Baker & McKenzie, Chicago (Francis D. Morrissey, Thomas F. Tobin, and Charles B. Lewis, Chicago, of counsel), for appellant.

Morrill, Koutsky, Chuhak & Upton, Chicago (Lawrence T. Stanner and William J. Harte, Ltd., Chicago, of counsel), for appellee.

CLARK, Justice:

The plaintiff, Leonard Crothers, was injured as the result of a fall from the roof of a gymnasium being constructed for the defendant owner, La Salle Institute, on the campus of Lewis College (now Lewis University) in Lockport, Illinois. Crothers' third amended complaint alleged he suffered the injury because La Salle had been negligent and had violated the Structural Work Act (Ill.Rev.Stat.1967, ch. 48, pars. 60-69). Crothers dropped the negligence count. The jury returned a verdict in the circuit court of Cook County for La Salle but the appellate court reversed. 40 Ill.App.3d 984, 353 N.E.2d 114.

La Salle had engaged Paxton Construction Company as the general contractor for the construction, but at the time of the injury, July 27, 1967, there was no longer a general contractor. Due either to Paxton's bankruptcy or unsatisfactory performance the record is not unequivocally clear its services were terminated. (Brother Joel Damian, the legal equivalent of corporate secretary for La Salle, testified that La Salle removed Paxton, on the advice of the architect, for failure to perform satisfactory service.) Subcontractors, including Crothers' employer, Norton & Sons Roofing, had been hired before Paxton's departure.

On the day of the injury Crothers was atop the roof installing insulation. He was working toward the edge of the roof with his back to it when he apparently misjudged his location, lost his balance and fell 35 feet to the concrete below.

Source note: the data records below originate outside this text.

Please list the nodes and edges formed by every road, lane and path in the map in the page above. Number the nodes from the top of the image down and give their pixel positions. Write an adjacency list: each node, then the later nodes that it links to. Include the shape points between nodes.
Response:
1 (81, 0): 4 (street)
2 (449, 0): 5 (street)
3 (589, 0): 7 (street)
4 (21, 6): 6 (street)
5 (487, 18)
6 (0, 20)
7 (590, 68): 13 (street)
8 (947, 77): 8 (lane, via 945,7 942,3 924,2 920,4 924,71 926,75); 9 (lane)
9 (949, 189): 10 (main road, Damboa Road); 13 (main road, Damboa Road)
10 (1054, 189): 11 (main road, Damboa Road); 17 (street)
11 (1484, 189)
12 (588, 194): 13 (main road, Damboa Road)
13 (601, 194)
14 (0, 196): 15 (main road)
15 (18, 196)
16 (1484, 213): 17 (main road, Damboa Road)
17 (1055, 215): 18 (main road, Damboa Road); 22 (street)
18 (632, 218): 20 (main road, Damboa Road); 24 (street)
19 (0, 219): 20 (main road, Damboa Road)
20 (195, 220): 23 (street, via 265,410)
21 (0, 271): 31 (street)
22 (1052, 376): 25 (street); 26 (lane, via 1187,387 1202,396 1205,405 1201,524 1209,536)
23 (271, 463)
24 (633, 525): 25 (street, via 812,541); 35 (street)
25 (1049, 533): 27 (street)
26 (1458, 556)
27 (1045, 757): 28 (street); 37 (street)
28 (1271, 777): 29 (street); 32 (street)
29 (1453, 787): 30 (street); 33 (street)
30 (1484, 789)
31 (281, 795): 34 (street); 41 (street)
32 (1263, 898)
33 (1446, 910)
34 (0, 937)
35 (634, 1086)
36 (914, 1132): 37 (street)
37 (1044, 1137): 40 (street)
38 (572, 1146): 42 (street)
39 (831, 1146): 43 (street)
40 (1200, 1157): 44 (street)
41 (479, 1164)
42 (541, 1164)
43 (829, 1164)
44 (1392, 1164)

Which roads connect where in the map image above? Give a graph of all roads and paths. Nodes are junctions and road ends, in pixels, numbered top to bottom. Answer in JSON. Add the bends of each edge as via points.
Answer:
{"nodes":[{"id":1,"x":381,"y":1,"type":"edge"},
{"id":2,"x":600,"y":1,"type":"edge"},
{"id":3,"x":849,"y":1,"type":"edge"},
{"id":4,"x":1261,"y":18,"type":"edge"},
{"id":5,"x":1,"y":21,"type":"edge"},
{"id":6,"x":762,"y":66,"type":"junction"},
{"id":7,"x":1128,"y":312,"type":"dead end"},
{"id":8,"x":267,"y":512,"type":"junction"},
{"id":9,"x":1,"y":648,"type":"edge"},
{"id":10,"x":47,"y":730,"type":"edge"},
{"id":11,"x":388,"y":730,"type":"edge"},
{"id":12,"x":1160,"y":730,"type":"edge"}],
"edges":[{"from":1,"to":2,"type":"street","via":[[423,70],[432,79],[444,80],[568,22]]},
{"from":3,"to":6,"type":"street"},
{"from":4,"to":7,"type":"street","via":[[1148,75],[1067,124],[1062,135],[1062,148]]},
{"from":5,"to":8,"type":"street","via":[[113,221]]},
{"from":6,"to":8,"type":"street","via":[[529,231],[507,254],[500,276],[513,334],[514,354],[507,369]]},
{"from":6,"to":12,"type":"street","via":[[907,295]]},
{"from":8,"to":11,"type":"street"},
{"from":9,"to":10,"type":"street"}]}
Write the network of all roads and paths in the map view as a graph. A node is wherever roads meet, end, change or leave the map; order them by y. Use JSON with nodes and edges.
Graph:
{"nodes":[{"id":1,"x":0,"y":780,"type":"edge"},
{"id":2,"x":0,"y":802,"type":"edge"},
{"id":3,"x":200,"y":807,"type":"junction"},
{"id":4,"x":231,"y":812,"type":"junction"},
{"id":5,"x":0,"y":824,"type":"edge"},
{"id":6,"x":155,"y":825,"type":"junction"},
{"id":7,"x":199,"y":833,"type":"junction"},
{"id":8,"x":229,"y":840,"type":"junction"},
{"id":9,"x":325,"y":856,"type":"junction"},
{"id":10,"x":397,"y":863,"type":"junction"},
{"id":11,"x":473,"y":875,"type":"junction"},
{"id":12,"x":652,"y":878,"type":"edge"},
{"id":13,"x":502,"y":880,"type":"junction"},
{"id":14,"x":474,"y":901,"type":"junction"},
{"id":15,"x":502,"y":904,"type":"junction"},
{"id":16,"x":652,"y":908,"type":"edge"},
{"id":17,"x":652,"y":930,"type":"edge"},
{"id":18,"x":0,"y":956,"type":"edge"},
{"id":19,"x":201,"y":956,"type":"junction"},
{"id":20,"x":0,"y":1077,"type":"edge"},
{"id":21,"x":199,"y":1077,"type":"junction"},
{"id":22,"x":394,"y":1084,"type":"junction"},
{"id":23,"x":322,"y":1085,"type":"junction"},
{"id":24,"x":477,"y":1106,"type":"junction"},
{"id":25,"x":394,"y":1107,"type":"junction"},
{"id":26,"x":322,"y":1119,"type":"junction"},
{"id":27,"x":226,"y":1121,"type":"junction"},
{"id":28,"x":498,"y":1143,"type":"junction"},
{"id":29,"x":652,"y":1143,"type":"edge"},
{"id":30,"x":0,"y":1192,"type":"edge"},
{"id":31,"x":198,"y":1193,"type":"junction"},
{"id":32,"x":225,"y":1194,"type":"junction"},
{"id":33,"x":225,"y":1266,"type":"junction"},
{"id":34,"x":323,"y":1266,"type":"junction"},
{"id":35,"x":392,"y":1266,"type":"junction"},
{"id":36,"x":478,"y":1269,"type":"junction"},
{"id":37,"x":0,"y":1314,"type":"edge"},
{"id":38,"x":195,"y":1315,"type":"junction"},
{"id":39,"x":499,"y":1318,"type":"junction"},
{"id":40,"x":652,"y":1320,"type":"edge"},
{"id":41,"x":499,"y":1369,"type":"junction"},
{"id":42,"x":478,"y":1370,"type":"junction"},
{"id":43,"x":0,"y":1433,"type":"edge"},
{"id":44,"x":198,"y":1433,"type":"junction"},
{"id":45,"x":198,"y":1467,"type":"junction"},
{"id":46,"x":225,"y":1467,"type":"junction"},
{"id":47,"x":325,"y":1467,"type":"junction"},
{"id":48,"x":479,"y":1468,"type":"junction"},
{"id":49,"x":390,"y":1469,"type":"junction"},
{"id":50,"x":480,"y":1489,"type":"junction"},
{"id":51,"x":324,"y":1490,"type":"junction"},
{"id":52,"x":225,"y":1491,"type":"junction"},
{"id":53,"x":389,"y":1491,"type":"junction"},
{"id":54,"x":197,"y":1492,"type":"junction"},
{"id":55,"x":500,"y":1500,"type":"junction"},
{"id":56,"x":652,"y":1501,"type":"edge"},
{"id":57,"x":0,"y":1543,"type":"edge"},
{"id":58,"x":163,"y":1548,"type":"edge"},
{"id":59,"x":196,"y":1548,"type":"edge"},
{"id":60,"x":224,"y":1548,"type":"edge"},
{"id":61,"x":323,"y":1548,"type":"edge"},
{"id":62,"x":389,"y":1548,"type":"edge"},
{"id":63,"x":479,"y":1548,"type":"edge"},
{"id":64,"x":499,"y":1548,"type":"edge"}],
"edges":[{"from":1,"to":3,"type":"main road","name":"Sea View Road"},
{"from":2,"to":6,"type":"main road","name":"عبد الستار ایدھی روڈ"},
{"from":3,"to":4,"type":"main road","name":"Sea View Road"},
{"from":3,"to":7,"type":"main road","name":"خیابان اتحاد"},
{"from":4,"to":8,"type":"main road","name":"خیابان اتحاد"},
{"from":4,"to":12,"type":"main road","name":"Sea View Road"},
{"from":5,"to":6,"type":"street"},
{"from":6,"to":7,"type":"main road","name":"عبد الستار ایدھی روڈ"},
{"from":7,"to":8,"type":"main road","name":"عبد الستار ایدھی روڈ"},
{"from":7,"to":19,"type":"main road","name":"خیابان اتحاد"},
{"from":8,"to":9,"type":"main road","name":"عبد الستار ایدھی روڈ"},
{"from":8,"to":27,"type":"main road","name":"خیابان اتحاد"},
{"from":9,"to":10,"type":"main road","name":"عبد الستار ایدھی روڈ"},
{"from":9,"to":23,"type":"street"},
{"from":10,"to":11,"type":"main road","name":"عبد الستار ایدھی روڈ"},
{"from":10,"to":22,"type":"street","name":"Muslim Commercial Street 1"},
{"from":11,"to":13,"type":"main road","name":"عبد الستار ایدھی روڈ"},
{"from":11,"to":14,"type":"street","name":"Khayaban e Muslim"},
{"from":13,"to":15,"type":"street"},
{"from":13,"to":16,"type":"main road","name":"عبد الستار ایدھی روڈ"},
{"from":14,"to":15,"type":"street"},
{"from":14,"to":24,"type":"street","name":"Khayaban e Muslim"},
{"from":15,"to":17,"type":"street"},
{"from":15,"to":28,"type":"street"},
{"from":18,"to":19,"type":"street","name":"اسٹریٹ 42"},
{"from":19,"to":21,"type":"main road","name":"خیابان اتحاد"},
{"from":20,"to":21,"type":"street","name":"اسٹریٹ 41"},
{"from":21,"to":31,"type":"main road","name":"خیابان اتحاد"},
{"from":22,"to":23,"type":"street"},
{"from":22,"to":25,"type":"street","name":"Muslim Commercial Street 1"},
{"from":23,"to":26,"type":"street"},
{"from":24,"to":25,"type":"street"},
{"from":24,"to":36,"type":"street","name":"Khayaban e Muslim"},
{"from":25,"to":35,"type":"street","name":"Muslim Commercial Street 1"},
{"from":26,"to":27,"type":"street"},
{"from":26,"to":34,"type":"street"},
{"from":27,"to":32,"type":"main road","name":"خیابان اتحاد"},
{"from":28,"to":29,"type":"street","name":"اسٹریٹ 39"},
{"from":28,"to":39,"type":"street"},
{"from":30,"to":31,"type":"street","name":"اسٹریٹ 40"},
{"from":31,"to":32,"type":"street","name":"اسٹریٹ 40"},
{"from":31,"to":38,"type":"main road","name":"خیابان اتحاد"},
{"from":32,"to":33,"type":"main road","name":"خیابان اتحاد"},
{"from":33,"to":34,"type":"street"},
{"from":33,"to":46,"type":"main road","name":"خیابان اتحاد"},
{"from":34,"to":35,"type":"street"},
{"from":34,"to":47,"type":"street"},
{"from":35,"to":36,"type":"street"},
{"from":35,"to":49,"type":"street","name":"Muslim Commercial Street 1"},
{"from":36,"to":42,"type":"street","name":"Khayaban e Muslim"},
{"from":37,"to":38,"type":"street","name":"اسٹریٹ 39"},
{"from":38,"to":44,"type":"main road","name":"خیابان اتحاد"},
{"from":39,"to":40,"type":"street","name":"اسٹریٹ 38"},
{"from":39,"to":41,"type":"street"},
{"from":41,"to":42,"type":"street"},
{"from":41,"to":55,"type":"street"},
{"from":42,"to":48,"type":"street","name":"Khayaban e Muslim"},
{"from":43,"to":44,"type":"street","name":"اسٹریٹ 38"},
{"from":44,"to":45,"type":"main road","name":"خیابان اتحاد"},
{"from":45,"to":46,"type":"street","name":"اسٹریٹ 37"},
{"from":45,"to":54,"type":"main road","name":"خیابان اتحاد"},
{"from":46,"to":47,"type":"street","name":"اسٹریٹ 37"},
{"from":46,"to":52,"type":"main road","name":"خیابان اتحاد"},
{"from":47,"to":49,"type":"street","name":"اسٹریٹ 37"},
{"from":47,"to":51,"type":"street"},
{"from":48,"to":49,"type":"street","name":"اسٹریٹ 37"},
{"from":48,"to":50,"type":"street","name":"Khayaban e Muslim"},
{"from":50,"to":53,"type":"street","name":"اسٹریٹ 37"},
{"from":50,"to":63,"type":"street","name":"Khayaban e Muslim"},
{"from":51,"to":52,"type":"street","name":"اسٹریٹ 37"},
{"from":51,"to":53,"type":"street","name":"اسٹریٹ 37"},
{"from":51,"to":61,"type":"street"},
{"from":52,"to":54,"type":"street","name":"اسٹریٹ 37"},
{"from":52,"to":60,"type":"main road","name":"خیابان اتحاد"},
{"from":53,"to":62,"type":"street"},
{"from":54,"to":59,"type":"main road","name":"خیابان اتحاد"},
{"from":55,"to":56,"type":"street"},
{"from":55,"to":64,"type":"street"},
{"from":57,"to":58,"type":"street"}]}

Crothers testified that the day was windy "very gusty" and that the roof had been completed except for the installation of insulation and skylights. His orders, he said, came only from his foreman and never from the Christian Brothers, that is, the defendant, La Salle Institute. As he fell, he said, he grabbed for and pulled with him loose pieces of wood which were lying at the edge of the roof.

A construction safety advisor from the Illinois Department of Labor, called by the plaintiff, testified that the customary precautions for a flat roof are safety belts with lead lines, safety nets, secured ladders, and ropes strung around the edge, sometimes with streamers. One could also "extend weighted concrete," use "imbedded pins and uprights," and "weld uprights and attach cable or rope across and around the perimeter edge." On cross-examination the witness said the safety devices used would depend upon the particular construction involved and implied he himself had not been to Lewis College.

The next witness to testify was Robert Messer, who had been chief estimator for Paxton and had been hired by La Salle as "project manager" after Paxton's dismissal. He said his job function was to schedule the subcontractors, answer their queries as well as those of supervisors, and inspect the work and its progress. He further testified he had nothing to do with the actual methods, which were left to the individual trades, nor did he become involved in the resolution of disputes, which was in the province of the architect's duties. Messer admitted that both his and the architect's approval were needed before payment was made by La Salle.

Brother Joel Damian, in addition to confirming facts already testified to, explained other aspects of the case. Although conceding he had referred to Messer as the "superintendent of construction" in the letter he had written to the subcontractors asking them to continue with their work after Paxton, the general contractor, was terminated, he denied Messer had that responsibility. Messer was the job inspector or project manager who coordinated the trades, while the architect was the construction supervisor. Brother Damian said no Christian Brother was involved in the day-to-day supervision of the jobs but that the architect had the responsibility of modifying or stopping the work. He also stated that after Paxton's departure, he requested the subcontractors to continue with the same contract they had with Paxton. They agreed.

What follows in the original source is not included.